Architecture and Main Components of Kubernetes:
Kubernetes operates on a cluster of machines, typically divided into a control plane( formerly master nodes) and worker nodes.
Control Plane Components (formerly Master Node Components), The control plane components are responsible for managing the cluster’s state, scheduling workload, and responding to cluster events. They typically run on dedicated “master” nodes (though in production, these are often highly available and distributed across multiple machines).
- Kube-apiserver: The front end of the Kubernetes control plane. It exposes the Kubernetes API. All communication with the cluster (from users, other control plane components, and worker nodes) goes through the API server. It validates and configures data for API objects (pods, services, replicationcontrollers) and persistes them in etcd.
- etcd: A consistent and highly available key-value store. It stores all cluster data, including the desired state of the cluster (e.g., which applications should be running, how many replicas, their configurations) and the actual state. It’s crucial for the cluster’s health and consistency.
- Kube-scheduler: Watches for newly created Pods with no assigned node and selects a node for them to run on. It considers various for scheduling, including individual and collective resource requirements, hardware/software/policy constraints, affinity and anti-affinity specifications, data locality, inter-workload interference, and deadlines.
- Kube-controller-manager: Runs controller processes. These controllers watch the shared state of the cluster through the API server and make changes attempting to move the current state towards the desired state. Examples include:
- Node Controller: Responsible for noticing and responding when nodes go down.
- Replication Controller: Maintains the correct number of pods for every replication controller object.
- Endpoints Controller: Populates the Endpoints object (which joins Services and Pods).
- Service Account & Token Controller: create default accounts and API access tokens for new namespaces.

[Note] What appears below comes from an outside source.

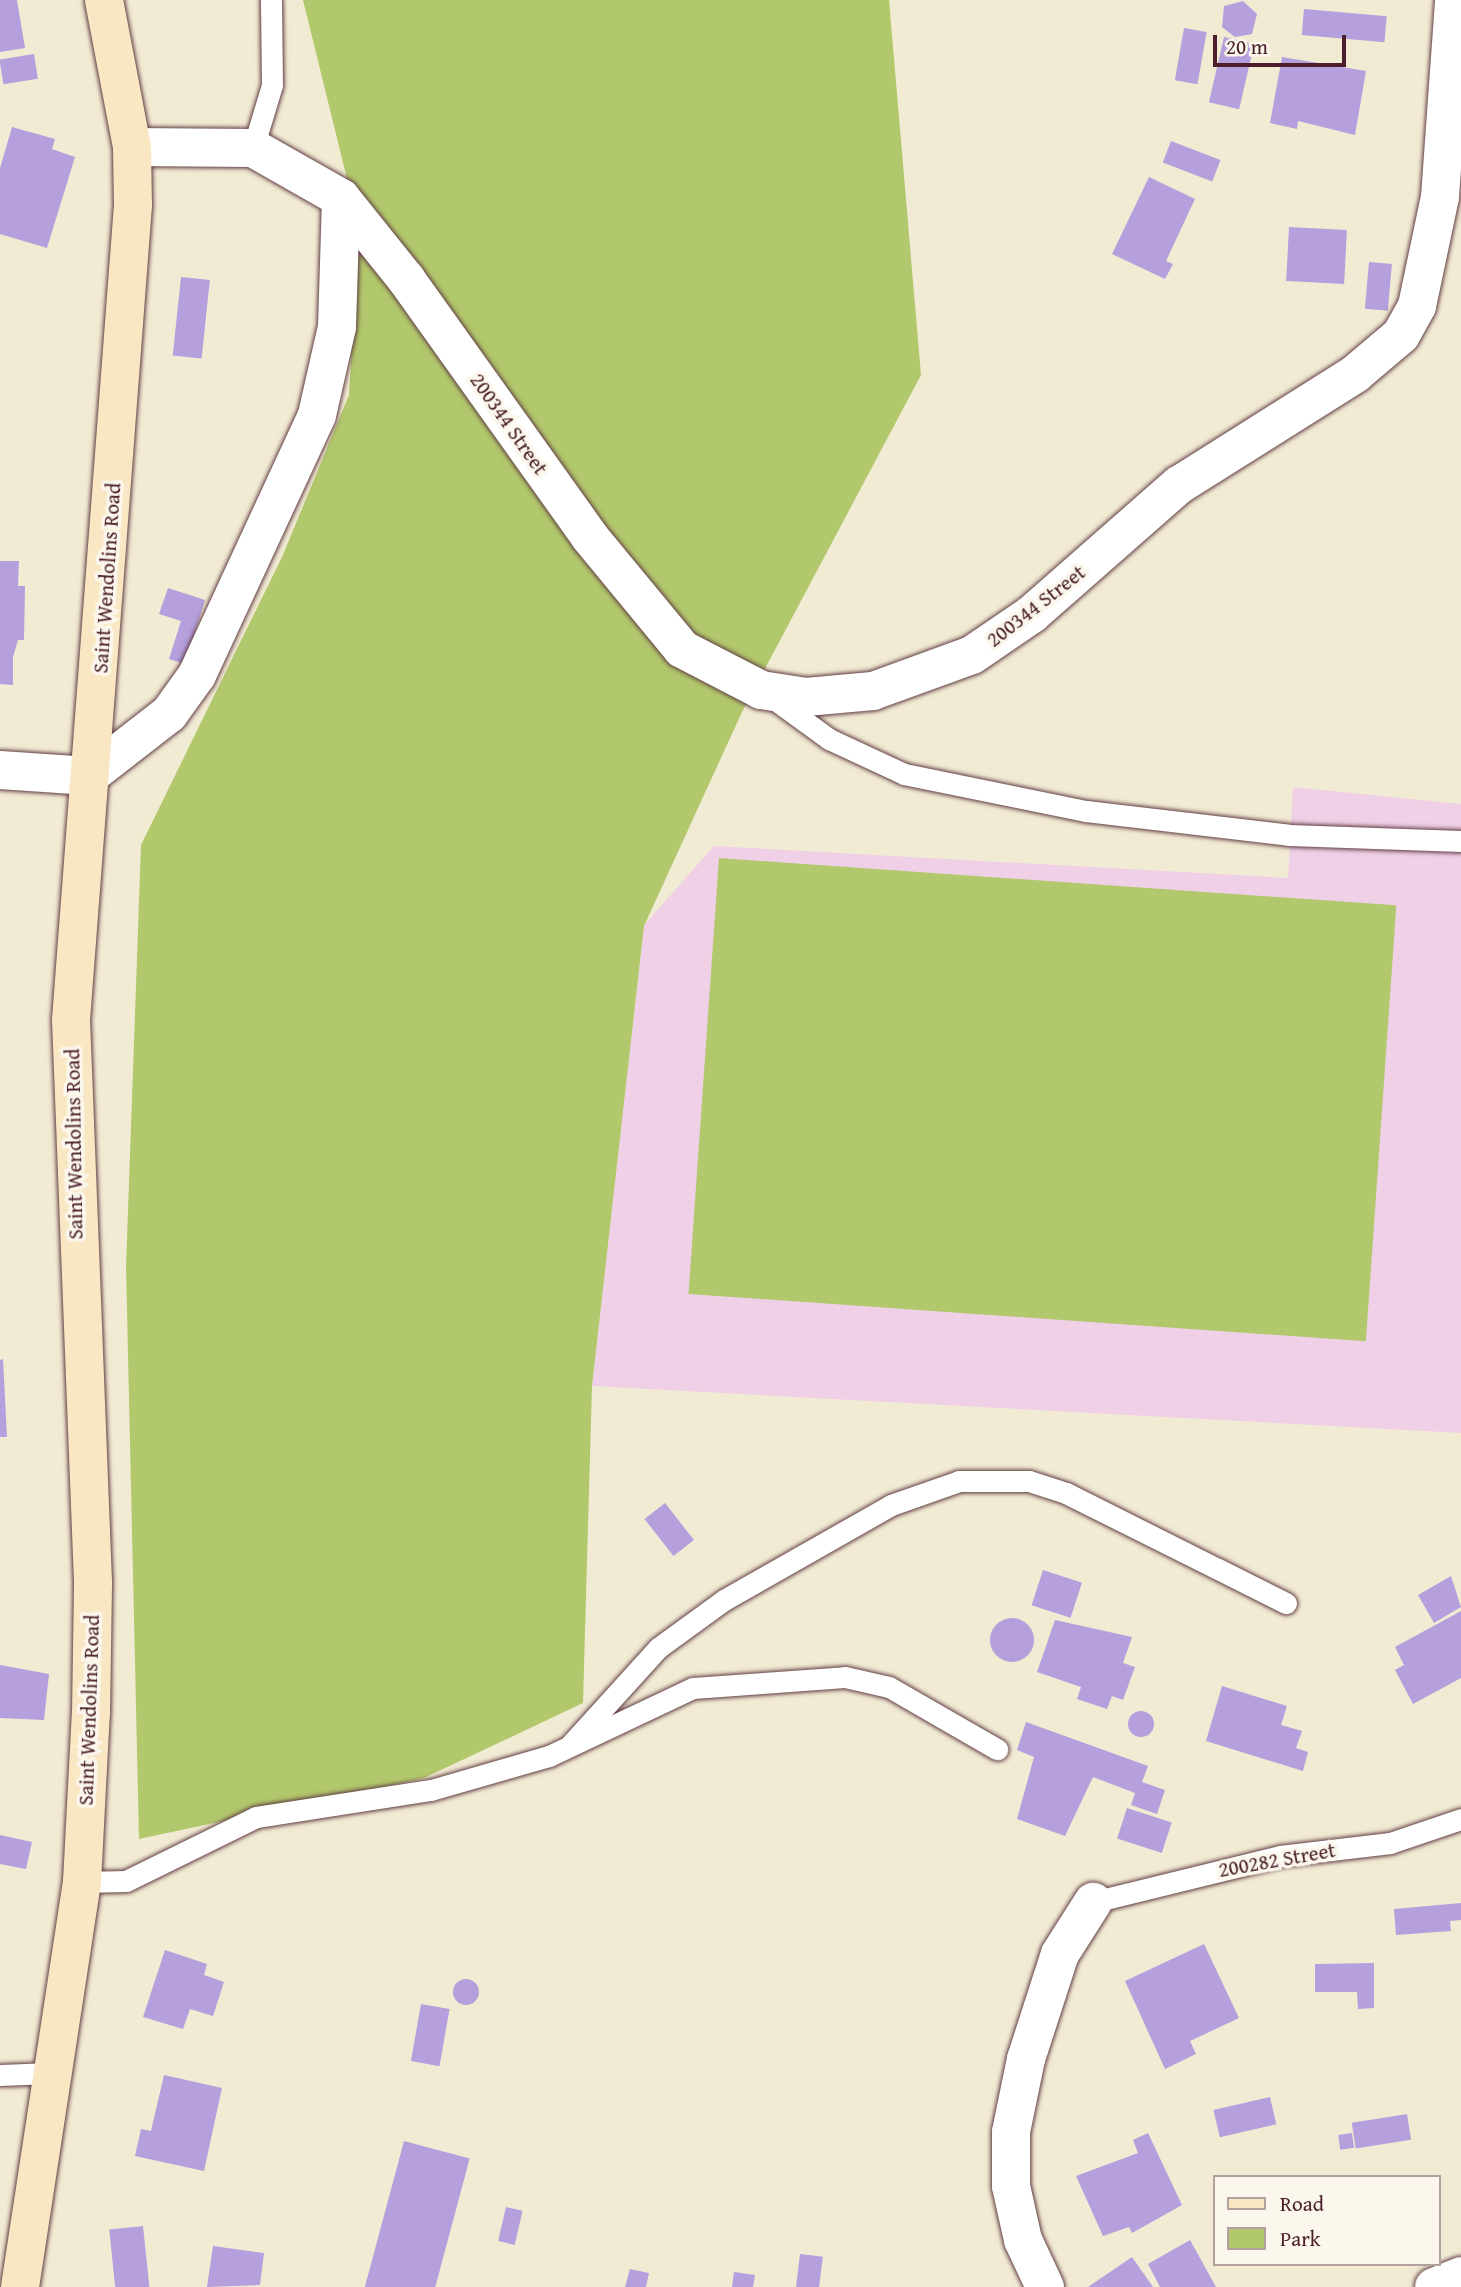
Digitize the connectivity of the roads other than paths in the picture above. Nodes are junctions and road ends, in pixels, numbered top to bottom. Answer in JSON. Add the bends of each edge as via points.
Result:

- cloud-controller-manager(Optional): Embeds cloud-specific control login. This component runs controllers that interact with the underlying cloud provider’s APIs. For example, in a cloud environment, it might handle creating load balancers, managing cloud-specific storage columns, and routing network traffic. It allows Kubernetes to integrate with the cloud provider without needing to modify the core Kubernetes code.
Worker Node Components (formerly Minion/Node components)
These components run on each worker node and are responsible for running the containerized applications and communicating with the control plane.
kubelet: An agent that runs on each node in the cluster. It ensures that containers are running in a Pod. It registers the node with the API server, reports the node’s status, takes PodSpecs (configurations for pods) from the API server, and ensures the described containers are running and healthy. It does not manage containers not created by Kubernetes.
Kub-proxy: A network proxy that runs on each node. It maintains network rules on nodes, allowing network communication to your Pods from inside or outside the cluster. It can perform simple TCP/UDP/SCTP stream forwarding or round-robin forwarding across a set of backend Pods.
Container Runtime: The software responsible for running containers. Kubernetes supports various container runtimes through the Container Runtime Interface (CRI). Examples include:
Contrainerd: A core container runtime that Docker is built on.
CRI-O: A lightweight runtime specifically for Kubernetes’ CRI.
Docker Engine: While Kubernetes doesn’t directly interface with Docker Daemon anymore, containerd (which Docker uses) is a widely used runtime.
This architectural breakdown illustrates how Kubernetes provides a robus, self-healing, and scalable platform for managing containerized applications.